Eric Radman : a Journal

Handling TCP Connections with Kqueue Event Notification

Protocol-Independent Binding

More than ten years after IPv6 was standardized very few corporate systems have adopted it, but the programming interfaces that emerged to support it have already benefited system programmers because the interfaces themselves are protocol agnostic. getaddrinfo(3) provides a mechanism for binding sockets to addresses specified in their native, numeric format, or by a hostname that is resolved according the order specified in /etc/resolv.conf.
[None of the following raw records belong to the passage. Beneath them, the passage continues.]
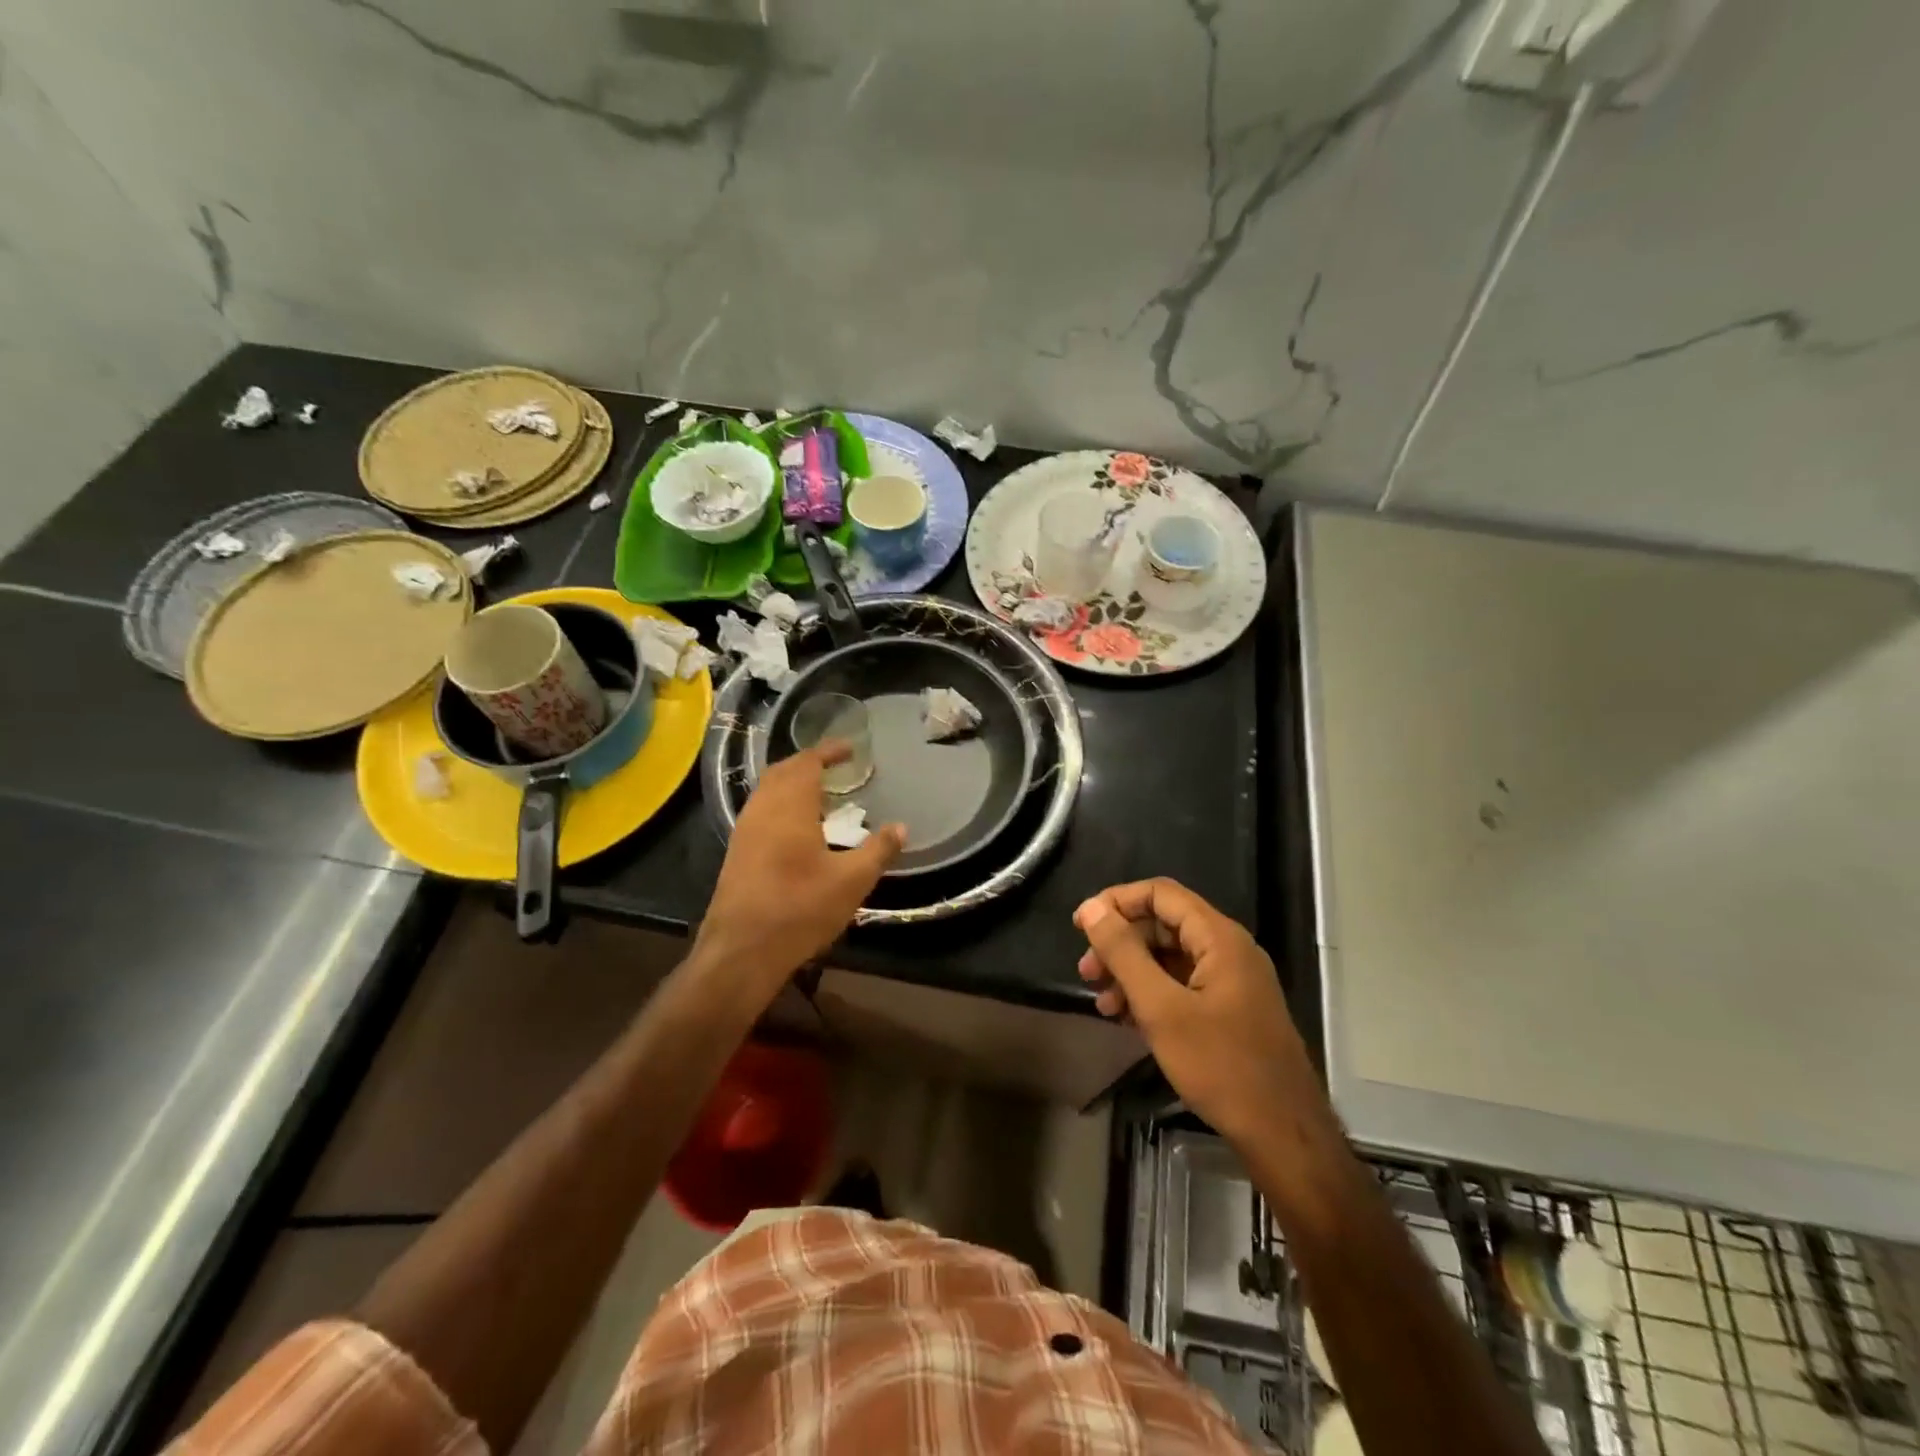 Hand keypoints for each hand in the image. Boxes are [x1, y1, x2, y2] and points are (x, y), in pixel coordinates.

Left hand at [695, 743, 903, 995]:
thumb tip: (901, 827)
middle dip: (808, 763)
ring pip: (767, 791)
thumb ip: (878, 850)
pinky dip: (781, 804)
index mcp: (789, 807)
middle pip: (782, 771)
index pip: (807, 762)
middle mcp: (762, 810)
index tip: (850, 748)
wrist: (741, 952)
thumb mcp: (852, 881)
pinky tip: (798, 829)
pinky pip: (760, 811)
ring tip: (821, 796)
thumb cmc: (800, 909)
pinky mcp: (736, 853)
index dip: (828, 751)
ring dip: (792, 784)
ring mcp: (744, 831)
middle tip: (835, 767)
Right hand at [1075, 879, 1325, 1148]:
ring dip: (1131, 973)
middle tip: (1086, 972)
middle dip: (1120, 943)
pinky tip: (1128, 1019)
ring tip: (1103, 1003)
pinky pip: (1183, 985)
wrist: (1283, 1135)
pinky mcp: (1230, 1010)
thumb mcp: (1161, 1008)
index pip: (1160, 894)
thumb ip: (1123, 953)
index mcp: (1219, 938)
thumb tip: (1091, 908)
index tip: (1080, 926)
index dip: (1116, 902)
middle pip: (1163, 924)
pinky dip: (1152, 994)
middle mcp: (1229, 949)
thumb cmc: (1220, 1066)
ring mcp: (1232, 981)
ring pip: (1170, 958) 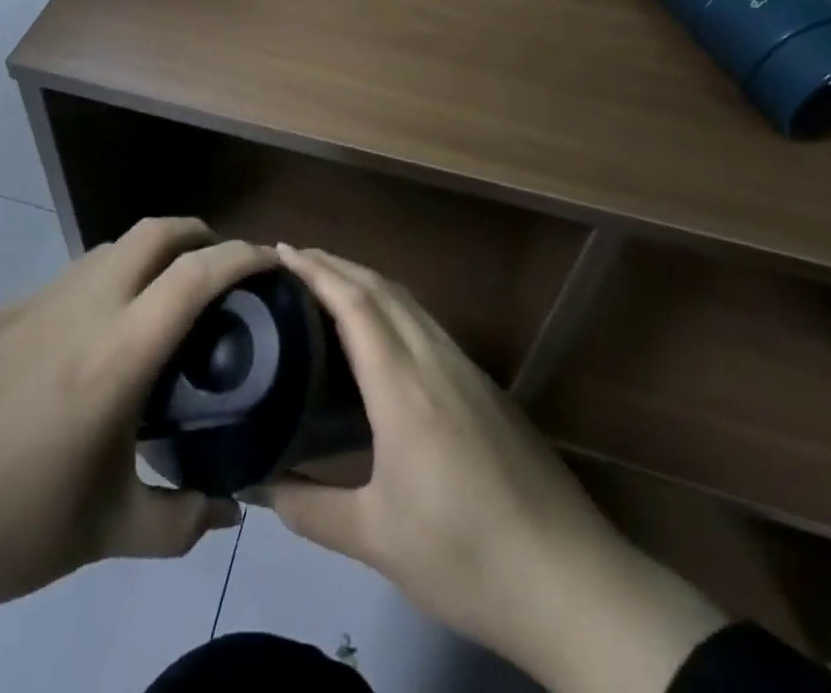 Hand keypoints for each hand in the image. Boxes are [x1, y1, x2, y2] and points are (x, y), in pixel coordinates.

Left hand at [0, 219, 272, 673]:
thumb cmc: (1, 528)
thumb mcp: (103, 534)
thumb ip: (179, 522)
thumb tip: (229, 512)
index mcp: (117, 353)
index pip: (197, 275)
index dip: (242, 256)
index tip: (272, 260)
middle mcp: (84, 306)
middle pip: (154, 232)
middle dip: (198, 233)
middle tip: (222, 268)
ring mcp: (38, 301)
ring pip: (112, 248)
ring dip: (150, 255)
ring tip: (165, 302)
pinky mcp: (3, 312)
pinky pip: (74, 276)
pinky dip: (107, 281)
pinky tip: (97, 338)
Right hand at [265, 245, 724, 692]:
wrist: (571, 580)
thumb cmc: (466, 556)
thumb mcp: (378, 540)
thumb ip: (312, 509)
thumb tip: (259, 488)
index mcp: (403, 386)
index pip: (355, 304)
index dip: (317, 270)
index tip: (281, 250)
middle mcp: (435, 360)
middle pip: (382, 289)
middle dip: (336, 264)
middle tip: (295, 259)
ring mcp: (466, 369)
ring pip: (409, 302)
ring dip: (366, 281)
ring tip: (330, 284)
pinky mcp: (485, 385)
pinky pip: (427, 323)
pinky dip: (392, 306)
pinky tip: (381, 333) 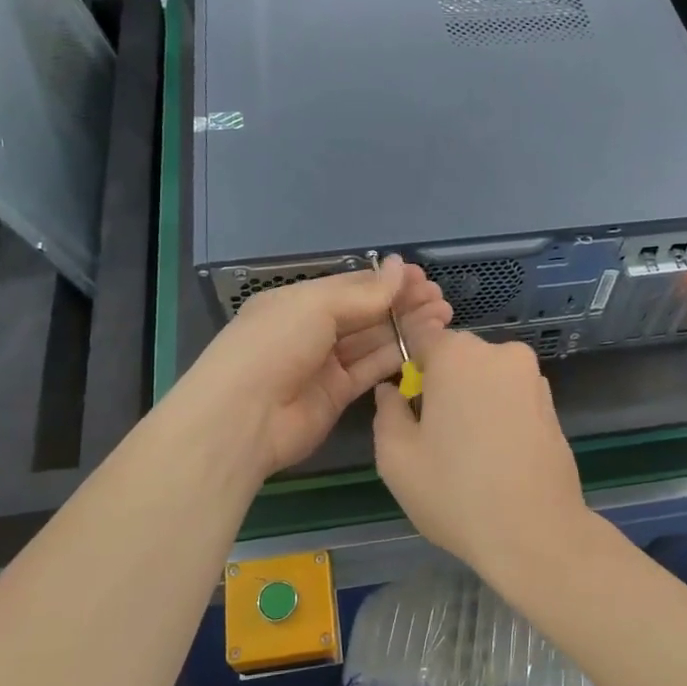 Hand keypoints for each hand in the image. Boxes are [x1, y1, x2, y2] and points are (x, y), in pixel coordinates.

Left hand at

To start, establish a addrinfo structure with some data about the kind of connection you're trying to make and a pointer to an array of results that the OS is going to give us. *ai will refer to an array because a hostname can refer to more than one protocol family (IPv6 is sorted first). If we actually wanted to listen on more than one address we would have to loop through the results by following the *ai_next pointer.

#include <netdb.h>
#include <sys/socket.h>

int error;
struct addrinfo *ai0;
struct addrinfo hints;

memset(&hints, 0, sizeof hints); /* zero out structure */
hints.ai_family = PF_UNSPEC;     /* we don't care what protocol is used */
hints.ai_flags = AI_PASSIVE;     /* to be used by bind(3), not connect(3) */
hints.ai_socktype = SOCK_STREAM; /* TCP connection */

/* Listen on any address */
getaddrinfo (NULL, listen_port, &hints, &ai0);
if (error)
    errx(1, "getaddrinfo listen failed: %s", gai_strerror(error));

If no error is reported the structure ai can then be used to set up socket(2), bind(2), and then listen(2).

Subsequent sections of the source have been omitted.